Conference: ICLR 2026 arXiv: 2602.21704 Code: None Area: Multimodal VLM Keywords: hallucination mitigation, activation engineering, attention head intervention, training-free method, large vision-language models

TL;DR

This paper proposes Dynamic Multimodal Activation Steering (DMAS), a training-free method that constructs a semantics-based truthfulness steering vector database and a visual perception steering vector, dynamically selecting the most relevant steering vectors at inference time to intervene on critical attention heads. DMAS significantly mitigates hallucinations in LVLMs, achieving a gain of 94.66 points on MME and a 20.2% reduction in hallucination rate on CHAIR.

Background & Motivation

Large vision-language models (LVLMs) achieve strong performance on tasks such as VQA and image captioning, but suffer from severe hallucination problems—fabricating non-existent objects or incorrectly describing image content. Existing approaches fall into two categories: training-based methods require carefully annotated data and substantial computational resources (e.g., LRV, RLHF-V), while decoding-based methods (e.g., VCD, ICD) avoid training but often degrade generation quality.

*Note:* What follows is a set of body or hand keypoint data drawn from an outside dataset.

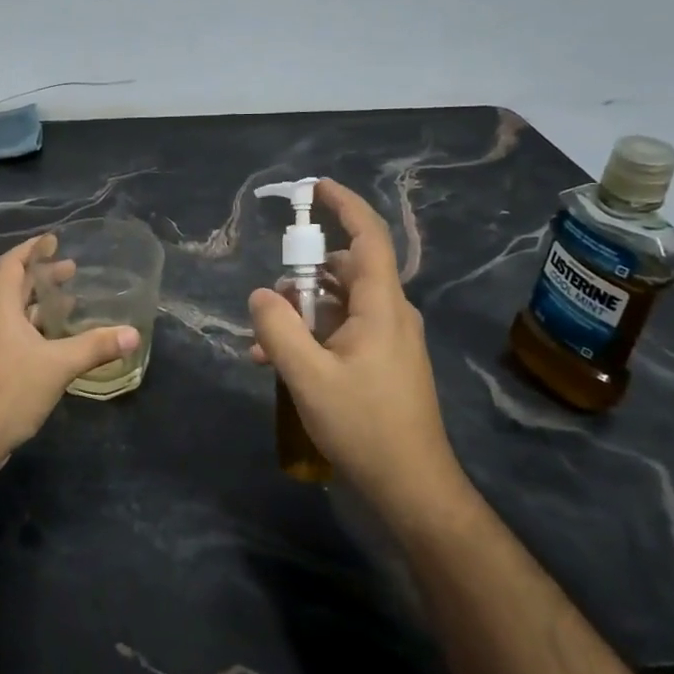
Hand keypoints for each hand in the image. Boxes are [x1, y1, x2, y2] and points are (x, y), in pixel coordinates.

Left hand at [0, 235, 139, 466]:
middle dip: (42, 277)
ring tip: (70, 304)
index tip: (52, 240)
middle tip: (72, 271)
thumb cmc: (9, 391)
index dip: (30, 249)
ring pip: (13, 315)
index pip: (11, 265)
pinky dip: (35, 330)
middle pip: (14, 288)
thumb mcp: (58, 366)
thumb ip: (95, 347)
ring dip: (39, 306)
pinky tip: (56, 345)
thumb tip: (133, 333)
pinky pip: (13, 337)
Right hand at [248, 179, 469, 515]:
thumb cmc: (364, 425)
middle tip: (268, 304)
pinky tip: (278, 364)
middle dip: (302, 278)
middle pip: (345, 271)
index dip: (344, 205)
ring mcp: (389, 339)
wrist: (411, 485)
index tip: (316, 188)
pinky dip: (312, 336)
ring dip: (300, 315)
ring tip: (262, 345)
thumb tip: (261, 294)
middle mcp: (391, 313)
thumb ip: (278, 329)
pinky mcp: (384, 362)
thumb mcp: (308, 376)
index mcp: (382, 306)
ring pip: (339, 305)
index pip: (368, 237)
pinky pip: (343, 331)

Recent activation engineering approaches (e.g., ICT, VTI) attempt to reduce hallucinations by intervening in the model's internal representations, but exhibit critical limitations: ICT focuses solely on visual-level intervention, ignoring the multimodal nature of LVLMs; VTI employs fixed steering vectors, overlooking the variation of steering vectors across different semantic contexts.

Core Findings: Through analysis of LLaVAv1.5's attention patterns, the authors identify two key phenomena: (1) truthfulness and visual perception capabilities primarily activate different subsets of attention heads (truthfulness concentrated in layer 30, visual perception in layer 31); (2) truthfulness steering vectors vary substantially across different semantic contexts (t-SNE visualizations reveal clearly separated semantic clusters). These two findings directly motivate the design of DMAS.

Method

Overall Architecture

DMAS operates in three steps: (1) constructing a dynamic truthfulness steering vector database; (2) computing visual perception steering vectors; (3) applying dynamic intervention on different attention heads at inference time. The entire method requires no training and operates in a plug-and-play manner.

Key Designs

  1. Truthfulness Steering Vector Database: Samples from the AMBER and SEED datasets are semantically clustered into 4 clusters. For each sample, correct/hallucinated answer pairs are constructed and fed into the LVLM to extract activations \(A_{pos}\) and \(A_{neg}\) at the last token position across attention heads in each layer. The intra-cluster average activation difference forms the steering vector: \(D_i = \frac{1}{|C_i|}\sum_{j \in C_i}(A_{pos,j} - A_{neg,j})\), with PCA applied for denoising. A Key-Value database is constructed using the mean cluster embedding as the Key and the steering vector as the Value. At inference time, a sentence transformer computes semantic similarity between the input and each Key to dynamically retrieve the most relevant steering vector.

  2. Visual Perception Steering Vector: Given an original image \(V\) and a noise-perturbed image \(V'\) (obtained via the forward diffusion process), YOLOv11 detects objects to generate description templates. The activation difference between the original input \((V, T+Y_O)\) and the perturbed input \((V', T+Y_{O'})\) is computed as: \(D_v = A_v - A_{v'}\), with PCA applied to extract principal components. This design enhances the model's attention to visual information.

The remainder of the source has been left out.